■ YOUR OBJECTIVE
Go line by line through the listing below and copy those that hold "from".

■ DATASET EXTRACT
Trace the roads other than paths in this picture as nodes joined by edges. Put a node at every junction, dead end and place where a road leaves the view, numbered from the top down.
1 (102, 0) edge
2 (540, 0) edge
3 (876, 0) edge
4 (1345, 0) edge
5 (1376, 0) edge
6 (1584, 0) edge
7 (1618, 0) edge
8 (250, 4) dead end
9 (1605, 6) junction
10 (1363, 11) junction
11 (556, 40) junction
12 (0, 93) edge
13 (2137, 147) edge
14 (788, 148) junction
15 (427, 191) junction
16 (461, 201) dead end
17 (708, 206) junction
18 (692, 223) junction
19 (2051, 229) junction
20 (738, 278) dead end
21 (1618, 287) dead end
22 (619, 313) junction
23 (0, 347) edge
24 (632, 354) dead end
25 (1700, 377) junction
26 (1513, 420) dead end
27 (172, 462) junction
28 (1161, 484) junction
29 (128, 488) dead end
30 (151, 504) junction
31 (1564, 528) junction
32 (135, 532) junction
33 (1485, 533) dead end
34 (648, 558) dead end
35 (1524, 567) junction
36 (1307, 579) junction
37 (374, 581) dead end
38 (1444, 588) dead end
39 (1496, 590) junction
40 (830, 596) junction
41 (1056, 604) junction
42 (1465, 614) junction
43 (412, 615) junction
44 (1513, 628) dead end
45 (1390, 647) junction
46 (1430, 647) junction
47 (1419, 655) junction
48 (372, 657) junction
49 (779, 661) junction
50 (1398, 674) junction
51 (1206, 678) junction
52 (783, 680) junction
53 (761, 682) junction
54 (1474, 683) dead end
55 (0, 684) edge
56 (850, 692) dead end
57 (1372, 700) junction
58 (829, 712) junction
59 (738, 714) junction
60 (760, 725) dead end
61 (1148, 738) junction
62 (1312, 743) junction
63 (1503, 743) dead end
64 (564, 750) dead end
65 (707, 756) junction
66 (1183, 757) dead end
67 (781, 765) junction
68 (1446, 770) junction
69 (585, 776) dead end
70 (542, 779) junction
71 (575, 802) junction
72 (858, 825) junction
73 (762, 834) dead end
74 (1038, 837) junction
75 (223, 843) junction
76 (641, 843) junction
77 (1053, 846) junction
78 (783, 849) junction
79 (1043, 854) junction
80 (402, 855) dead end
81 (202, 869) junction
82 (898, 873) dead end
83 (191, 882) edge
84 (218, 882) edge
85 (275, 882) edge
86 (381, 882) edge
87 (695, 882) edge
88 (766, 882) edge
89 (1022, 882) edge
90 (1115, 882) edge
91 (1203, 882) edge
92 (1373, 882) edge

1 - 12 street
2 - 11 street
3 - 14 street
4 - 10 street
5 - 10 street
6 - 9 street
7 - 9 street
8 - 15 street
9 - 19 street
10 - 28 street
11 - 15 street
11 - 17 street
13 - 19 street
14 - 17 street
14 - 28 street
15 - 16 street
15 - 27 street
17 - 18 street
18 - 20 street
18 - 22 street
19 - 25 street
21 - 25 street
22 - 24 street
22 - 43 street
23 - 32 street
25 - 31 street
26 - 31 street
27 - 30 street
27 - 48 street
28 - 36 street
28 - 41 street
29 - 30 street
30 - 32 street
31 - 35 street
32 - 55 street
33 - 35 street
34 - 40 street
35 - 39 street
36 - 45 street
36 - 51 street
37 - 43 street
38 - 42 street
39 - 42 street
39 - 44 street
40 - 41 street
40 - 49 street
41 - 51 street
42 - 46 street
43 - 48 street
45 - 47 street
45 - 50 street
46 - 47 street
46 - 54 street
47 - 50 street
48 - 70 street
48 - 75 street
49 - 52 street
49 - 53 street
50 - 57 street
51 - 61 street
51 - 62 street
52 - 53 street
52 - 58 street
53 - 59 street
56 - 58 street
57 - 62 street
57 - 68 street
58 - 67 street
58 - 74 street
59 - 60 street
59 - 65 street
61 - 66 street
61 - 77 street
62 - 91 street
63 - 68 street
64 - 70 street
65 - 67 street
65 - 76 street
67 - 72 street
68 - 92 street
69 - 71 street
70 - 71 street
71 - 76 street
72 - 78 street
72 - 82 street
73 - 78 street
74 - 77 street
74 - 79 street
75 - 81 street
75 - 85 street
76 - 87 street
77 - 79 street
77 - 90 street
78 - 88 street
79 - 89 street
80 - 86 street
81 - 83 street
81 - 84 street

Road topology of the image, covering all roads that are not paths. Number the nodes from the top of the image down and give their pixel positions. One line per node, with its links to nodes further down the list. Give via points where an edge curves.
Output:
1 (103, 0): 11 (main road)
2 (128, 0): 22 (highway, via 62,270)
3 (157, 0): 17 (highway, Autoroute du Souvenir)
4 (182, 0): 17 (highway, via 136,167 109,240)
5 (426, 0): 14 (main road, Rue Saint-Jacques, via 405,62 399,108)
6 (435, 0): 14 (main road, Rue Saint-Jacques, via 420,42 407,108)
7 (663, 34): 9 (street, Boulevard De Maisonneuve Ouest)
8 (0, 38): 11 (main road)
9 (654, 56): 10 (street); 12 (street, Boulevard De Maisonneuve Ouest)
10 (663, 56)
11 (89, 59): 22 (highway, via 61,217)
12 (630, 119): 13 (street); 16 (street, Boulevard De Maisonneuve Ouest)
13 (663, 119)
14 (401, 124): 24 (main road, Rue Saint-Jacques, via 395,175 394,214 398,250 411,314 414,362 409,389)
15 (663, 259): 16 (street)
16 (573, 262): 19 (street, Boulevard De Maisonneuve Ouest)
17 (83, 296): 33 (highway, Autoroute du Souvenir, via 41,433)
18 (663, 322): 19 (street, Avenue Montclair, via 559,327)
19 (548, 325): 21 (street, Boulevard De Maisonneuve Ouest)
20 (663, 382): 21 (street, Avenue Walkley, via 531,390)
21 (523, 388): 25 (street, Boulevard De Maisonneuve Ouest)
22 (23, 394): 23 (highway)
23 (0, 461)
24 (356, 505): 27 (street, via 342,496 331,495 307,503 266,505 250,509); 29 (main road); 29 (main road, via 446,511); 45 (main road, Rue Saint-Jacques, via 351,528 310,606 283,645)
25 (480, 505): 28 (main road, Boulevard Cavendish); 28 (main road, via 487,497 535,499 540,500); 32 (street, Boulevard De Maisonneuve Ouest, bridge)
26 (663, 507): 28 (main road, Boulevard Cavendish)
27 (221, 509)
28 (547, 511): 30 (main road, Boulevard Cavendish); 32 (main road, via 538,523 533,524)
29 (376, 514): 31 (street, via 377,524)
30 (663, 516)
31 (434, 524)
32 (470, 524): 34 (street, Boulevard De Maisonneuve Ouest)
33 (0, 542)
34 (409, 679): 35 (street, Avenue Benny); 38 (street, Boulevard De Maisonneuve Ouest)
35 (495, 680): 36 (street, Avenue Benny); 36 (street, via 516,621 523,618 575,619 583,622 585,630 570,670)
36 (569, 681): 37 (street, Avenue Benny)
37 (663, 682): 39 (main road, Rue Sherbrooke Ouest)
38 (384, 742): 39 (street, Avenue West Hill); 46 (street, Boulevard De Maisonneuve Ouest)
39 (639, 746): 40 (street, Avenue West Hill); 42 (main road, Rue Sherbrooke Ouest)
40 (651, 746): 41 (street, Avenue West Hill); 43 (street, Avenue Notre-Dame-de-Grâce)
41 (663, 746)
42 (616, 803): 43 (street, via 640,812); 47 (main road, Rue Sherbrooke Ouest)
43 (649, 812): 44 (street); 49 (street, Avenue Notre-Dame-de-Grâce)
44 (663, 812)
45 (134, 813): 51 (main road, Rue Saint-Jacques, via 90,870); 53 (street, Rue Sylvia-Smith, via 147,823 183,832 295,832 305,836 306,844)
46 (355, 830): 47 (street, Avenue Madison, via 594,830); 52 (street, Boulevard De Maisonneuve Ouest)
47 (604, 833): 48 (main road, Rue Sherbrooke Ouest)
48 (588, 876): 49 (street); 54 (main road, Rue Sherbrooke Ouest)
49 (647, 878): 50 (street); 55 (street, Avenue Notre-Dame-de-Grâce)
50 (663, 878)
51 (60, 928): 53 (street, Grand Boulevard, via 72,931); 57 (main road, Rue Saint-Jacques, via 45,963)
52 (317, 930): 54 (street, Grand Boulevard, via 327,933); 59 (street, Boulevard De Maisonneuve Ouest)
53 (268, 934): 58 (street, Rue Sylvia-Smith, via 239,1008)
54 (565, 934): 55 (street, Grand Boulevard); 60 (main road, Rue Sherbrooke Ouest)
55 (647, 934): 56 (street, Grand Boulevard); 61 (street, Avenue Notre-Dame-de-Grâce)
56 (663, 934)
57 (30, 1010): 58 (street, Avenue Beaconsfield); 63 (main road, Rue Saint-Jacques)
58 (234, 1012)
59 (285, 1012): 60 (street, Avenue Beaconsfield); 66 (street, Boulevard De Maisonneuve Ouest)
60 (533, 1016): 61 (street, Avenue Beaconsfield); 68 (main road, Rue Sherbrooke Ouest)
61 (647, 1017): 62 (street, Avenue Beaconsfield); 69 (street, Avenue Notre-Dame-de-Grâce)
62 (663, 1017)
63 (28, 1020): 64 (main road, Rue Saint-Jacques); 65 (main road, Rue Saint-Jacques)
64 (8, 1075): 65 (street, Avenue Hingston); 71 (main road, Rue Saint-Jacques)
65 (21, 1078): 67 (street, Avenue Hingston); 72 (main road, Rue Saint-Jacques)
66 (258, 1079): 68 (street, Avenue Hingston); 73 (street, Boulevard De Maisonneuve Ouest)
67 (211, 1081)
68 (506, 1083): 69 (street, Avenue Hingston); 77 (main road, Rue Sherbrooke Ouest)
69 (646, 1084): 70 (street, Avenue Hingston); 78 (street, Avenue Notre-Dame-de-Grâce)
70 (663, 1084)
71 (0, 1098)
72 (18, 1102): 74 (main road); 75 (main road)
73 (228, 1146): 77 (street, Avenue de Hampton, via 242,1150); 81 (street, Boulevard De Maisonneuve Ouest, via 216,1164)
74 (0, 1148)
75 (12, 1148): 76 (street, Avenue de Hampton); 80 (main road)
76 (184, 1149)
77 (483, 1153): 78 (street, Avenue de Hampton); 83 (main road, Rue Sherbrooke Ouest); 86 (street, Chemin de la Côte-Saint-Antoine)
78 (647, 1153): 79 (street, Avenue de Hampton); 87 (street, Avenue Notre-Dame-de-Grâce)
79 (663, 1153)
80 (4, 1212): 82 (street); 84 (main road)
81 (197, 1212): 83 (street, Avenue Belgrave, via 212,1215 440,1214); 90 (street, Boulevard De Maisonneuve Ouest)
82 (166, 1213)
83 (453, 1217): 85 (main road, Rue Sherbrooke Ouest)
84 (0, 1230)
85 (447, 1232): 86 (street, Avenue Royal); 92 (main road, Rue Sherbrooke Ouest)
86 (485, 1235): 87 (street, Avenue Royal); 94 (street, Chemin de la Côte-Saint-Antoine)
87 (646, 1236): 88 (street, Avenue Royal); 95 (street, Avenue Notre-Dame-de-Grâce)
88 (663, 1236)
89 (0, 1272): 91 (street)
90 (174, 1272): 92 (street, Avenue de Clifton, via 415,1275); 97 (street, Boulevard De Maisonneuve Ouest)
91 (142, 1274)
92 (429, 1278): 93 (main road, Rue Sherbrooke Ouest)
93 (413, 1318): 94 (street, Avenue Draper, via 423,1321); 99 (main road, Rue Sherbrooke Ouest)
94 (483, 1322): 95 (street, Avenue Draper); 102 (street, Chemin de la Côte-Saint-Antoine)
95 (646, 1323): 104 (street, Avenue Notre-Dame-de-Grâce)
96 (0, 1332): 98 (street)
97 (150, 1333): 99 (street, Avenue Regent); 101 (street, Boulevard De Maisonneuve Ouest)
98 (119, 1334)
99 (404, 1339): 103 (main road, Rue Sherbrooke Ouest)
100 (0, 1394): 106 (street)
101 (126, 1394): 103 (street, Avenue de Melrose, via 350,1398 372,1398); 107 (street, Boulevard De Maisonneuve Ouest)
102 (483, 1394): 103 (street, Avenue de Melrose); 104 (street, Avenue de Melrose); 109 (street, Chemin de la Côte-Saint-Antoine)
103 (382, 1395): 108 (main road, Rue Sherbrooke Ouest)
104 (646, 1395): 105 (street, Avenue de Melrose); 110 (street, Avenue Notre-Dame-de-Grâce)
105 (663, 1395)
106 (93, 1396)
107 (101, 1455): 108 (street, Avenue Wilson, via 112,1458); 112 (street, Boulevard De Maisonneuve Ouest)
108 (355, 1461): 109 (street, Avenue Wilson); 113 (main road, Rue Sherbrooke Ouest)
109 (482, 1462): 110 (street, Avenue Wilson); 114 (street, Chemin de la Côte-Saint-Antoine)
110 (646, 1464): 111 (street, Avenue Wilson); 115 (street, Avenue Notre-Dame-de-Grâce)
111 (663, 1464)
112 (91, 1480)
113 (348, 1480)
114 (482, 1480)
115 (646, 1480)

■ TASK RESULT
Trace the roads other than paths in this picture as nodes joined by edges. Put a node at every junction, dead end and place where a road leaves the view, numbered from the top down.
Road topology of the image, covering all roads that are not paths. Number the nodes from the top of the image down and give their pixel positions. One line per node, with its links to nodes further down the list. Give via points where an edge curves.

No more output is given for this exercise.